What the exercise asks: The reply should contain every line of the data, repeated exactly, and no pictures.

Input for this task:
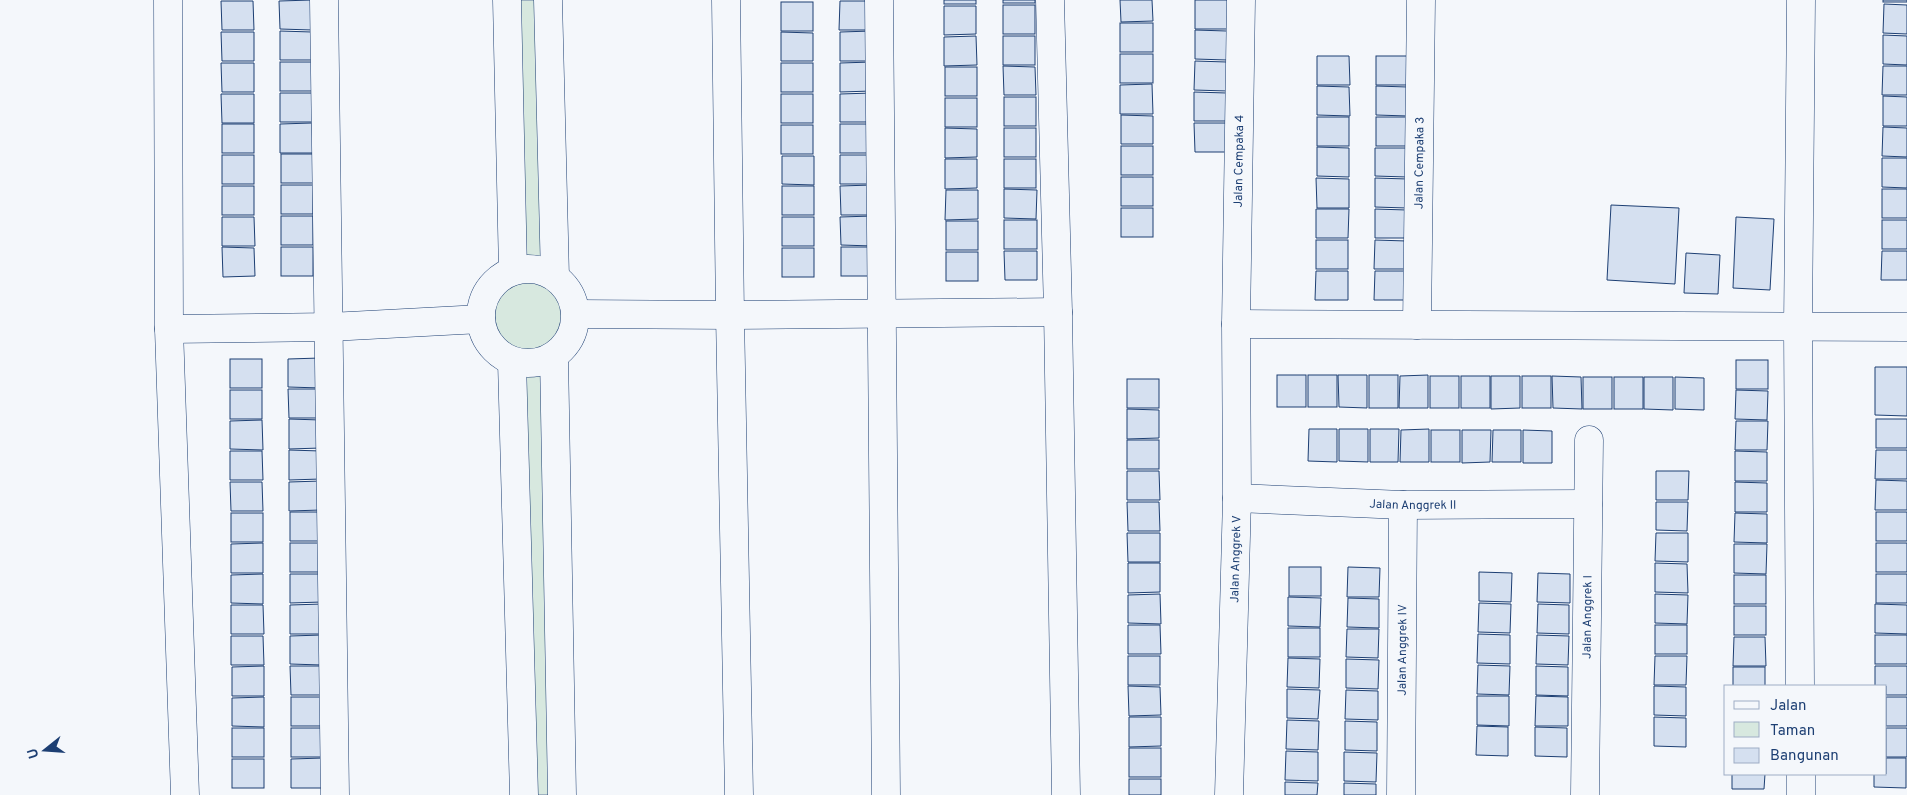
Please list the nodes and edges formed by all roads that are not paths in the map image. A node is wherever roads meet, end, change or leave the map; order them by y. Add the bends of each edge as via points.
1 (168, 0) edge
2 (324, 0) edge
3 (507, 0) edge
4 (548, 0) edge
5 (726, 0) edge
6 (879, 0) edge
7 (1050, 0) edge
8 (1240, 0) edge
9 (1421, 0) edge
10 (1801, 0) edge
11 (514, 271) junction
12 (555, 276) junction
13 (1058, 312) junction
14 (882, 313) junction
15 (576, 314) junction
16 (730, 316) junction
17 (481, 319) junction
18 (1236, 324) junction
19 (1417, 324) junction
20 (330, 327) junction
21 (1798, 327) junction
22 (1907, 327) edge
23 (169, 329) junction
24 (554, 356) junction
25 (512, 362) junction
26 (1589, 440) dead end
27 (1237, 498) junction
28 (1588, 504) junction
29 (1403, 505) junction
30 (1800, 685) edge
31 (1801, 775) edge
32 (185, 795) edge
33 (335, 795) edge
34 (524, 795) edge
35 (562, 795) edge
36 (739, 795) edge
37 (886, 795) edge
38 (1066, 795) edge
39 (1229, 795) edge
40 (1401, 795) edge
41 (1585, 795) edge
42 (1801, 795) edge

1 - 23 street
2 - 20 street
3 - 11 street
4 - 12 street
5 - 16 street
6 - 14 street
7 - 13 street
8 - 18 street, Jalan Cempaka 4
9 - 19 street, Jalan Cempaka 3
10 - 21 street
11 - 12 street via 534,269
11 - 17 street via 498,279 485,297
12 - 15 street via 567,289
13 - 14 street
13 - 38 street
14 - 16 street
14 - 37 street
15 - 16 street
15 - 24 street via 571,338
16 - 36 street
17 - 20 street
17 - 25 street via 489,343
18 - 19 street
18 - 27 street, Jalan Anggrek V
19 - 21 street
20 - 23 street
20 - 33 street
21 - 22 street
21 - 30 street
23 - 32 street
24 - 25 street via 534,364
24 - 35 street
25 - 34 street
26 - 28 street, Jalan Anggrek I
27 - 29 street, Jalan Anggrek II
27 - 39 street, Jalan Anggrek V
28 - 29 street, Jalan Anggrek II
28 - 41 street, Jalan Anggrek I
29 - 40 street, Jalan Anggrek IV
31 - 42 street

Solution below:
Please list the nodes and edges formed by all roads that are not paths in the map image. A node is wherever roads meet, end, change or leave the map; order them by y. Add the bends of each edge as via points.
1 (168, 0) edge
2 (324, 0) edge
3 (507, 0) edge
4 (548, 0) edge
5 (726, 0) edge
6 (879, 0) edge
7 (1050, 0) edge
8 (1240, 0) edge
9 (1421, 0) edge
10 (1801, 0) edge
11 (514, 271) junction
12 (555, 276) junction
13 (1058, 312) junction
14 (882, 313) junction
15 (576, 314) junction
16 (730, 316) junction
17 (481, 319) junction
18 (1236, 324) junction
19 (1417, 324) junction
20 (330, 327) junction
21 (1798, 327) junction
22 (1907, 327) edge
23 (169, 329) junction
24 (554, 356) junction
25 (512, 362) junction
26 (1589, 440) dead end
27 (1237, 498) junction
28 (1588, 504) junction
29 (1403, 505) junction
30 (1800, 685) edge
31 (1801, 775) edge
32 (185, 795) edge
33 (335, 795) edge
34 (524, 795) edge
35 (562, 795) edge
36 (739, 795) edge
37 (886, 795) edge
38 (1066, 795) edge
39 (1229, 795) edge
40 (1401, 795) edge
41 (1585, 795) edge
42 (1801, 795) edge

1 - 23 street
2 - 20 street
3 - 11 street
4 - 12 street
5 - 16 street
6 - 14 street
7 - 13 street
8 - 18 street, Jalan Cempaka 4
9 - 19 street, Jalan Cempaka 3
10 - 21 street
11 - 12 street via 534,269
11 - 17 street via 498,279 485,297
12 - 15 street via 567,289
13 - 14 street
13 - 38 street
14 - 16 street
14 - 37 street
15 - 16 street
15 - 24 street via 571,338
16 - 36 street
17 - 20 street
17 - 25 street via 489,343
18 - 19 street
18 - 27 street, Jalan Anggrek V
19 - 21 street
20 - 23 street
20 - 33 street
21 - 22 street
21 - 30 street
23 - 32 street
24 - 25 street via 534,364
24 - 35 street
25 - 34 street
26 - 28 street, Jalan Anggrek I
27 - 29 street, Jalan Anggrek II
27 - 39 street, Jalan Anggrek V
28 - 29 street, Jalan Anggrek II
28 - 41 street, Jalan Anggrek I
29 - 40 street, Jalan Anggrek IV
31 - 42 street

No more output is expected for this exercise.